The Truist app works. Mobile deposit works. Zelle is integrated. You can do the basic things. But the interface feels dated compared to Chase's app, Ally's app, or basically any fintech product. The website is slow in places. The account management flows are more complicated than they need to be.
Customer service reviews are all over the place. Branch experiences get higher marks than phone support. Chat support exists but can be slow. If you need complex help — disputes, wire issues, anything unusual — expect a frustrating experience.
Mobile check deposit limits are lower than competitors by default (typically $1,500/day) though you can request higher limits. That's an annoying friction point.
7Who Should Use Truist
Southeast and Mid-Atlantic residents who need a full-service bank with real branch presence: Truist is a legitimate choice. The 1,900 branches mean you're usually close to one.

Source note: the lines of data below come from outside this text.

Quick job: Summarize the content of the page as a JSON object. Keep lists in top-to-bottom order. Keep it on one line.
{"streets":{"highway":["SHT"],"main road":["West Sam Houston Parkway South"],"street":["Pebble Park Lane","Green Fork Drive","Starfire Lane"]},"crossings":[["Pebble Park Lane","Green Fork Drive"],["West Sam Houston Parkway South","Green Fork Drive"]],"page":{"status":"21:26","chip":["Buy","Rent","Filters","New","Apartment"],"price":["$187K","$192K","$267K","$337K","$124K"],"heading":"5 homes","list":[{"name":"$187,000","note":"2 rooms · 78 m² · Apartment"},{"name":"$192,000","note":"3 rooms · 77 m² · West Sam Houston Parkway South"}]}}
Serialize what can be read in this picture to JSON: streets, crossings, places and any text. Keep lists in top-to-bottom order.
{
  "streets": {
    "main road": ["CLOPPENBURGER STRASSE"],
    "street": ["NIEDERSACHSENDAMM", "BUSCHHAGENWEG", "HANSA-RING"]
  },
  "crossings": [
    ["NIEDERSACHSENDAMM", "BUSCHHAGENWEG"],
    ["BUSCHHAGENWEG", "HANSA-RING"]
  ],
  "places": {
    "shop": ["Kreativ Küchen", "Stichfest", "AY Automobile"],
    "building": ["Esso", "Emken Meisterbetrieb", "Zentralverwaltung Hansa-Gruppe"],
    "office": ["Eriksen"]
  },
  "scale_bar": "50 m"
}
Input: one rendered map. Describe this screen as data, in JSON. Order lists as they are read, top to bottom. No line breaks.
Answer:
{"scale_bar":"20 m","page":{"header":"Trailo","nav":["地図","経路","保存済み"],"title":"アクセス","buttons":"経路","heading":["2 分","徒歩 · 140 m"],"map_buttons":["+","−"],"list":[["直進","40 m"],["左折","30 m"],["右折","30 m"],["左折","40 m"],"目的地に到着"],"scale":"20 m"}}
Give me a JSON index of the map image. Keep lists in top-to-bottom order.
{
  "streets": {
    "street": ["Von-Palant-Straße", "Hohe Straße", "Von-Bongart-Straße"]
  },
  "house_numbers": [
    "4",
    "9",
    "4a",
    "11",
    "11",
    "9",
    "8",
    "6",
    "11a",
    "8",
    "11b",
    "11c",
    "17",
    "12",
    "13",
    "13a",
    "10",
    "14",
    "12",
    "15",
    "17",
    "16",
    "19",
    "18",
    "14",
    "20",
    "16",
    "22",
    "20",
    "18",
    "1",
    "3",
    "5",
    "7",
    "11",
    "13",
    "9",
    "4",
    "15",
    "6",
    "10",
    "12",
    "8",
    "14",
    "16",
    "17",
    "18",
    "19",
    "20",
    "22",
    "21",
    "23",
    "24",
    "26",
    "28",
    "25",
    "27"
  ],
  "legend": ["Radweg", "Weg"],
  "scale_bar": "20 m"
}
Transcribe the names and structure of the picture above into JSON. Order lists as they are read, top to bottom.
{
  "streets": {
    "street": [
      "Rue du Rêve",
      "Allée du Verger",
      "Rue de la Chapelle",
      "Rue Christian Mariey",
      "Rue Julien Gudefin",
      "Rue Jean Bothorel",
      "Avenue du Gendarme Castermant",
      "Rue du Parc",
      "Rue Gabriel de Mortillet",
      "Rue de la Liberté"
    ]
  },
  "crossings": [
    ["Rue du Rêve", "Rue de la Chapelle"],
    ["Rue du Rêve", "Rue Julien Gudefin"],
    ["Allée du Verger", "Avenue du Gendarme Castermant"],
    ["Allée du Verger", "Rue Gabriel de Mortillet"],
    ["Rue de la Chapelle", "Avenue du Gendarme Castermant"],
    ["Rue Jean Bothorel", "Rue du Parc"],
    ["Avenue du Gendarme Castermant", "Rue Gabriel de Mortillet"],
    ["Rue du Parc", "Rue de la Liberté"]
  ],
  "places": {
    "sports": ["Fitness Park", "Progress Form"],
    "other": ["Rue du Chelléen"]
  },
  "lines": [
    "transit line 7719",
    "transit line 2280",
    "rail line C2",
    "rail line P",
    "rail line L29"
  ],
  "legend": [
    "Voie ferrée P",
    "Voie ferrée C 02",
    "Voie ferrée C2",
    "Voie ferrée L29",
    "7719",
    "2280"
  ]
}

LightStream borrowers: You don't actually need a Truist bank account to use LightStream — it's a separate product. But if you're financing a home improvement, car, boat, or personal purchase and you have good credit, starting at LightStream makes sense regardless of where you bank.
Former BB&T or SunTrust customers: You're already here. Whether it's worth switching out depends on how much you're keeping in savings (where the rates hurt) vs checking (where the product is actually decent).
Who should not use Truist: Anyone optimizing for savings rates, anyone on the West Coast or Midwest, anyone who prioritizes mobile banking experience, anyone who wants to open CDs from their phone at 11pm.